- TASK BRIEF
Please copy out every line of the listing below in which the word "lane" appears.

- PROVIDED INFORMATION
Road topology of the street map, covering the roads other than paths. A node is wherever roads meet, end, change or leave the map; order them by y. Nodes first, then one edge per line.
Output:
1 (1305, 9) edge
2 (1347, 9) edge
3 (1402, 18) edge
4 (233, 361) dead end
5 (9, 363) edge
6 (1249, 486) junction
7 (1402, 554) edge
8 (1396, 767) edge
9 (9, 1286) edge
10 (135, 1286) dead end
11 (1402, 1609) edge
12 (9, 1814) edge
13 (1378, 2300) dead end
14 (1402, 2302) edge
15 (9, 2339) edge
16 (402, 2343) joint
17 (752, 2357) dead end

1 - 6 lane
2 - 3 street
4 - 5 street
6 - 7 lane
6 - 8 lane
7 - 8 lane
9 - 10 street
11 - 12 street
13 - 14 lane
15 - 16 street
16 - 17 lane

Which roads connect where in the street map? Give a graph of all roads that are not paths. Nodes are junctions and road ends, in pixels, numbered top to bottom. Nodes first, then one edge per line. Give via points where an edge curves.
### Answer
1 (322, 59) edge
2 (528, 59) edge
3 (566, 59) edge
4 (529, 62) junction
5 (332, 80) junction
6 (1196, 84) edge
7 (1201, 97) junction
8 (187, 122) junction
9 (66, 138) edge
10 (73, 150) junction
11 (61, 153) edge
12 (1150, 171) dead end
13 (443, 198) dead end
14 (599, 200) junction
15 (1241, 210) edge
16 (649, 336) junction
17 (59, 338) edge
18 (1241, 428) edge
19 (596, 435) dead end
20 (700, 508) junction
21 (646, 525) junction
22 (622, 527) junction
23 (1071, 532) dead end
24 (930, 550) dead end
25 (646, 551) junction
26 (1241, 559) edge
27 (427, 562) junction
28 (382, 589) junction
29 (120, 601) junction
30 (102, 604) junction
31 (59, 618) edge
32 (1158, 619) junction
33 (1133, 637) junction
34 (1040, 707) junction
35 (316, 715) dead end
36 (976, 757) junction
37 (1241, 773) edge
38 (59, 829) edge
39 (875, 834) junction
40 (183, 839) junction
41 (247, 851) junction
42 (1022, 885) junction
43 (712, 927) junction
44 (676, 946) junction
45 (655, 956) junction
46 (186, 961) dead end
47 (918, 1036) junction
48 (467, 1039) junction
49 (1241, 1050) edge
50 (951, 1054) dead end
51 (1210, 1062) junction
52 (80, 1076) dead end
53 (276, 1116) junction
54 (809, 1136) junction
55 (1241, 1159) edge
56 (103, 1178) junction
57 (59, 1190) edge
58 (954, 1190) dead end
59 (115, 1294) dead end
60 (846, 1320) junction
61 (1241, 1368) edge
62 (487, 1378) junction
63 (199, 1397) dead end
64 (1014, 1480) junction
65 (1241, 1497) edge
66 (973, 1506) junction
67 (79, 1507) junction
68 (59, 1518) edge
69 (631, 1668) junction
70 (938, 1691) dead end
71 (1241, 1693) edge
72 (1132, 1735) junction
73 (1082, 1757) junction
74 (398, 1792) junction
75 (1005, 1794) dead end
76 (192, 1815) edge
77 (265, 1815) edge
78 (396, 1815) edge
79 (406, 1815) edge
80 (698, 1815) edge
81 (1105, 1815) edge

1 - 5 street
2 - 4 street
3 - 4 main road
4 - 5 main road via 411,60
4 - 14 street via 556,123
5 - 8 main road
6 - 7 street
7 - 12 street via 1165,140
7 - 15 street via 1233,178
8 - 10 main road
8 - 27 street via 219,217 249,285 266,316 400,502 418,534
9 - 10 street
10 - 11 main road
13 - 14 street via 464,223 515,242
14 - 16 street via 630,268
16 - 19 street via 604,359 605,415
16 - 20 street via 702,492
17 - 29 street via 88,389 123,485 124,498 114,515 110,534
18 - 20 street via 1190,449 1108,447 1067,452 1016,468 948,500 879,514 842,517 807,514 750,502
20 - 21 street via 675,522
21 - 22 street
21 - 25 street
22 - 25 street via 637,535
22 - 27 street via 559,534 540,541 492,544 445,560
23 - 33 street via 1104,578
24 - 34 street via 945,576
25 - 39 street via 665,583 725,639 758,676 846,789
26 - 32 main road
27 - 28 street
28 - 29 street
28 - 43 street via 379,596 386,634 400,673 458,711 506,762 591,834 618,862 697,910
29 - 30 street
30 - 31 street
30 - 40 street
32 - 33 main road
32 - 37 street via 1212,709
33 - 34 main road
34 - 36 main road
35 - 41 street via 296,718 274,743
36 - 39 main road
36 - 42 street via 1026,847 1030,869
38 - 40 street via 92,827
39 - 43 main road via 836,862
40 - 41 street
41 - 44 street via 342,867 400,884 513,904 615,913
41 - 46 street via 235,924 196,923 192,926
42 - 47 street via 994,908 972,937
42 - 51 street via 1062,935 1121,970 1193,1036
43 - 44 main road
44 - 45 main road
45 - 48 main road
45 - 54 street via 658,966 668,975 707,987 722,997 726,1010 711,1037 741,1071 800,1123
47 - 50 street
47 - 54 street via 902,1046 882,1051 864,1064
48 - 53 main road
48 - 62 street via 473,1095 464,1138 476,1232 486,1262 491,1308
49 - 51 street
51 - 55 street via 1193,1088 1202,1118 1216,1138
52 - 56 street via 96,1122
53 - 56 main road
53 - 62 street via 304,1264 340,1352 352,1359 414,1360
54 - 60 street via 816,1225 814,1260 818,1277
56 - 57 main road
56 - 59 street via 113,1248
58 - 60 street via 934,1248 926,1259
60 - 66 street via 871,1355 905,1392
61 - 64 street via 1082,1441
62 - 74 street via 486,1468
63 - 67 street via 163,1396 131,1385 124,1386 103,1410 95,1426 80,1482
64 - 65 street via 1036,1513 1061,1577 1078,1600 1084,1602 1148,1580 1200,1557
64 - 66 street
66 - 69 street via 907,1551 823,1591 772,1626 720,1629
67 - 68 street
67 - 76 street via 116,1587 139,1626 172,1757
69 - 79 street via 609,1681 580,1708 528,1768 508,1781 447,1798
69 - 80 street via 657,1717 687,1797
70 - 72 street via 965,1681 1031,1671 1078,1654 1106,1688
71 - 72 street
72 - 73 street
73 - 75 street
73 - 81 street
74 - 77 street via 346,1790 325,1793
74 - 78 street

- EXPECTED ANSWER
1 - 6 lane
6 - 7 lane
6 - 8 lane
7 - 8 lane
13 - 14 lane
16 - 17 lane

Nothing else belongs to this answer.